Sailed from San Francisco in Opposition (line) steamer America, Capt. Wakeman, at noon, 15th Dec., 1866. Pleasant sunny day, hills brightly clad with green grass and shrubbery.

So he was really going home at last! He had been gone five and a half years—eventful, adventurous years that had made him over completely, at least so far as ambitions and equipment were concerned. He had came away, in his early manhood, a printer and a pilot, unknown outside of his class. He was returning a man of thirty-one, with a fund of hard experience, three added professions—mining, journalism, and lecturing —also with a new name, already famous on the sunset slopes of its adoption, and beginning to be heard over the hills and far away. In some degree, at least, he resembled the prince of a fairy tale who, starting out humble and unnoticed, wins his way through a hundred adventures and returns with gifts and honors.
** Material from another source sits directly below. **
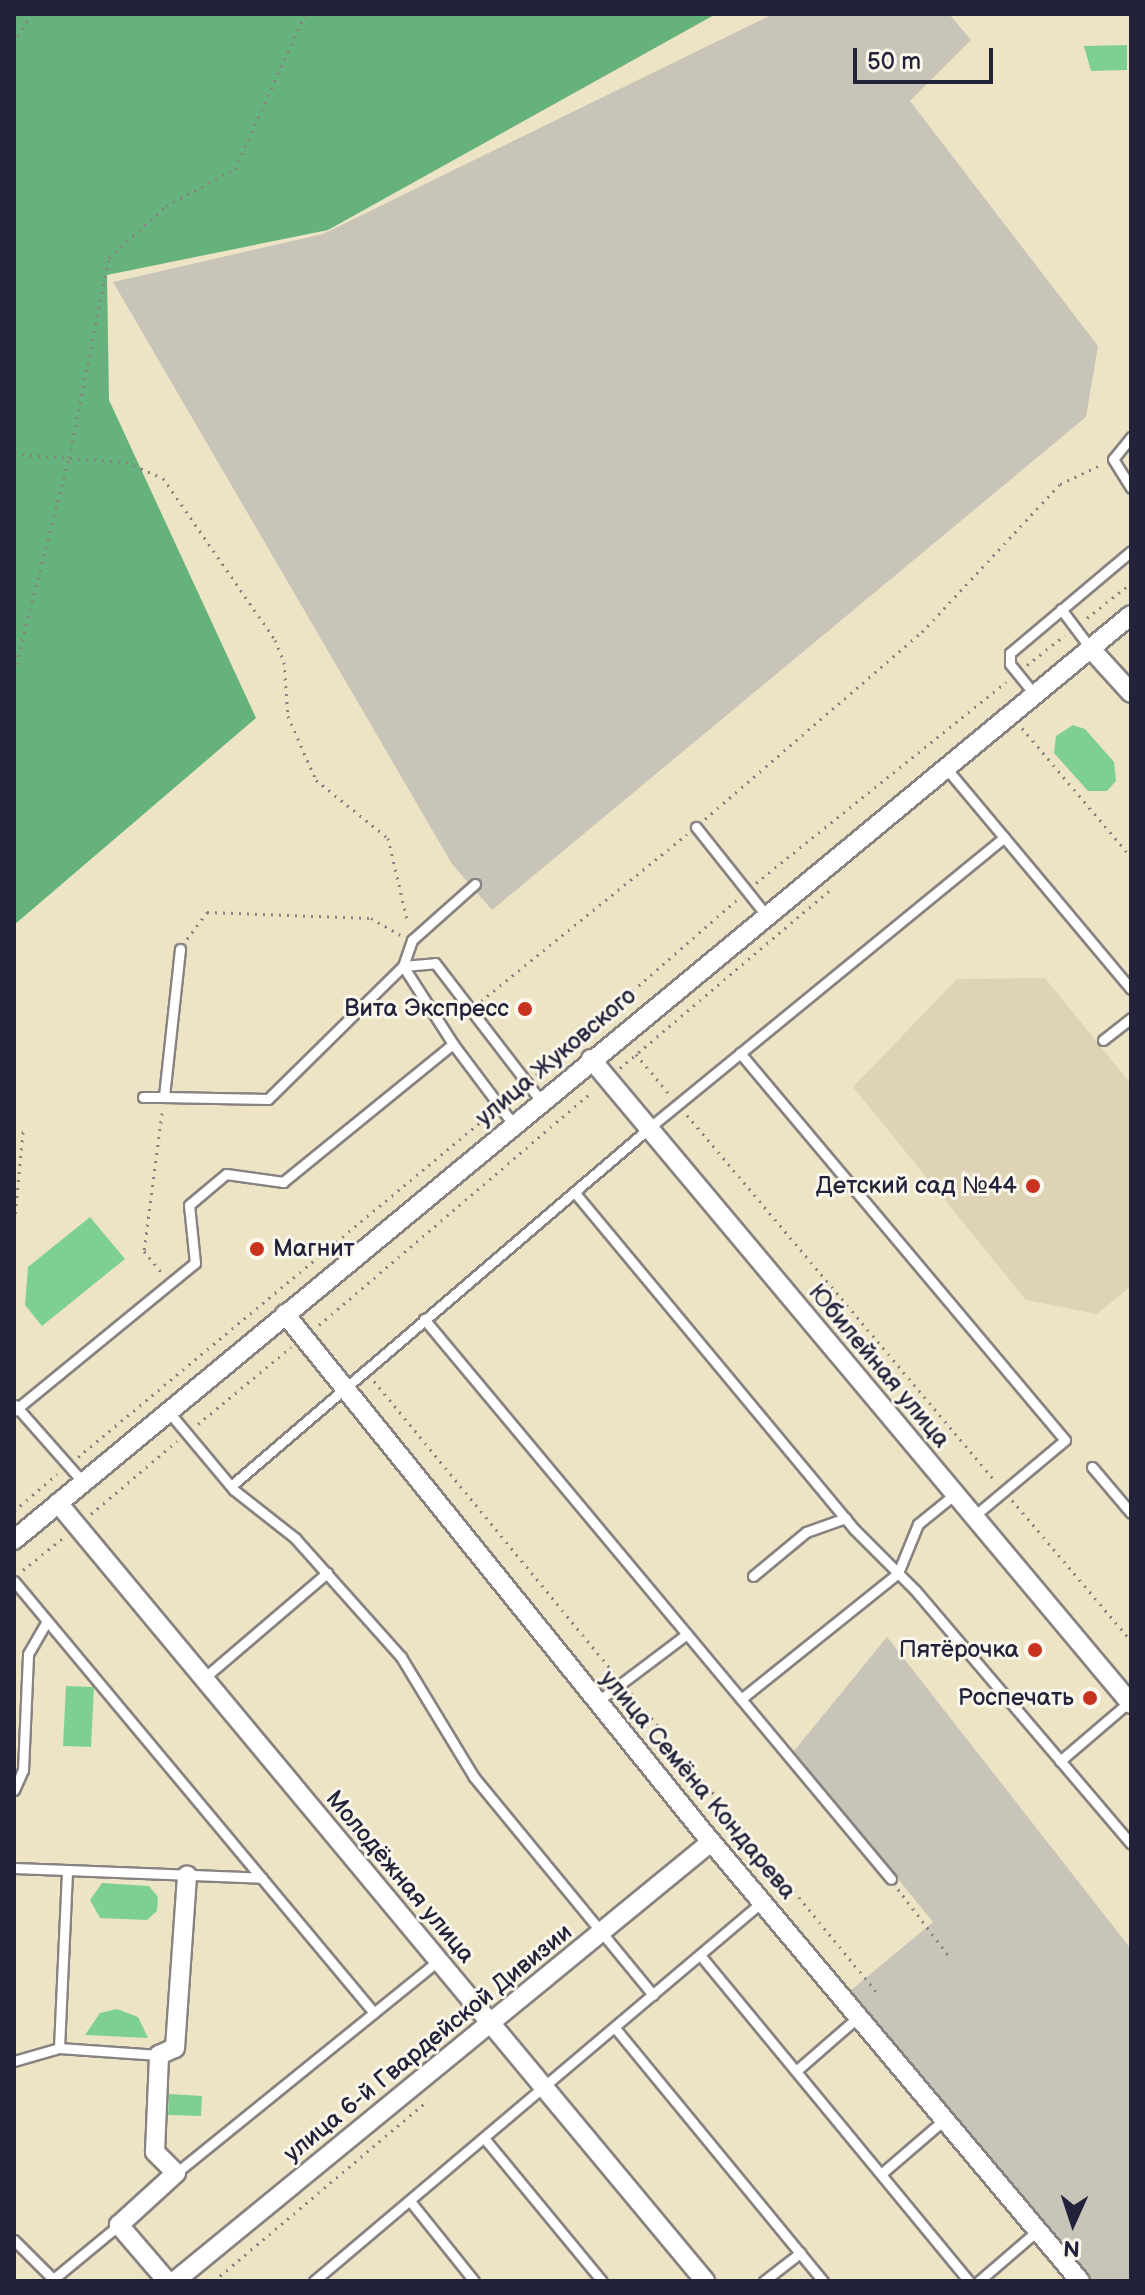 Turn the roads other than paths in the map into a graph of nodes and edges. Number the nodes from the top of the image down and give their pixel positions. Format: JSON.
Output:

The homeward voyage was a notable one. It began with a tempest a little way out of San Francisco—a storm terrible but brief, that brought the passengers from their berths to the deck, and for a time set them praying. Then there was Captain Ned Wakeman, a big, burly, fearless sailor, who had visited the edges of all continents and archipelagos; who had been born at sea, and never had a day's schooling in his life, but knew the Bible by heart; who was full of human nature and profanity, and believed he was the only man on the globe who knew the secret of the Bible miracles. He became a distinct personality in Mark Twain's work —the memory of him was an unfailing delight. Captain "Ned Blakely," in 'Roughing It', who with his own hands hanged Bill Noakes, after reading him promiscuous chapters from the Bible, was Captain Wakeman. Captain "Stormfield," who had the marvelous visit to heaven, was likewise Captain Wakeman; and he appears in the "Idle Excursion" and elsewhere.

Another event of the voyage was crossing the Nicaragua Isthmus—the trip across the lake and down the San Juan River—a brand-new experience, between shores of splendid tropic tangle, gleaming with vivid life. The luxuriance got into his note-book.

Dark grottos, fairy festoons, tunnels, temples, columns, pillars, towers, pilasters, terraces, pyramids, mounds, domes, walls, in endless confusion of vine-work—no shape known to architecture unimitated—and all so webbed together that short distances within are only gained by glimpses. Monkeys here and there; birds warbling; gorgeous plumaged birds on the wing; Paradise itself, the imperial realm of beauty-nothing to wish for to make it perfect.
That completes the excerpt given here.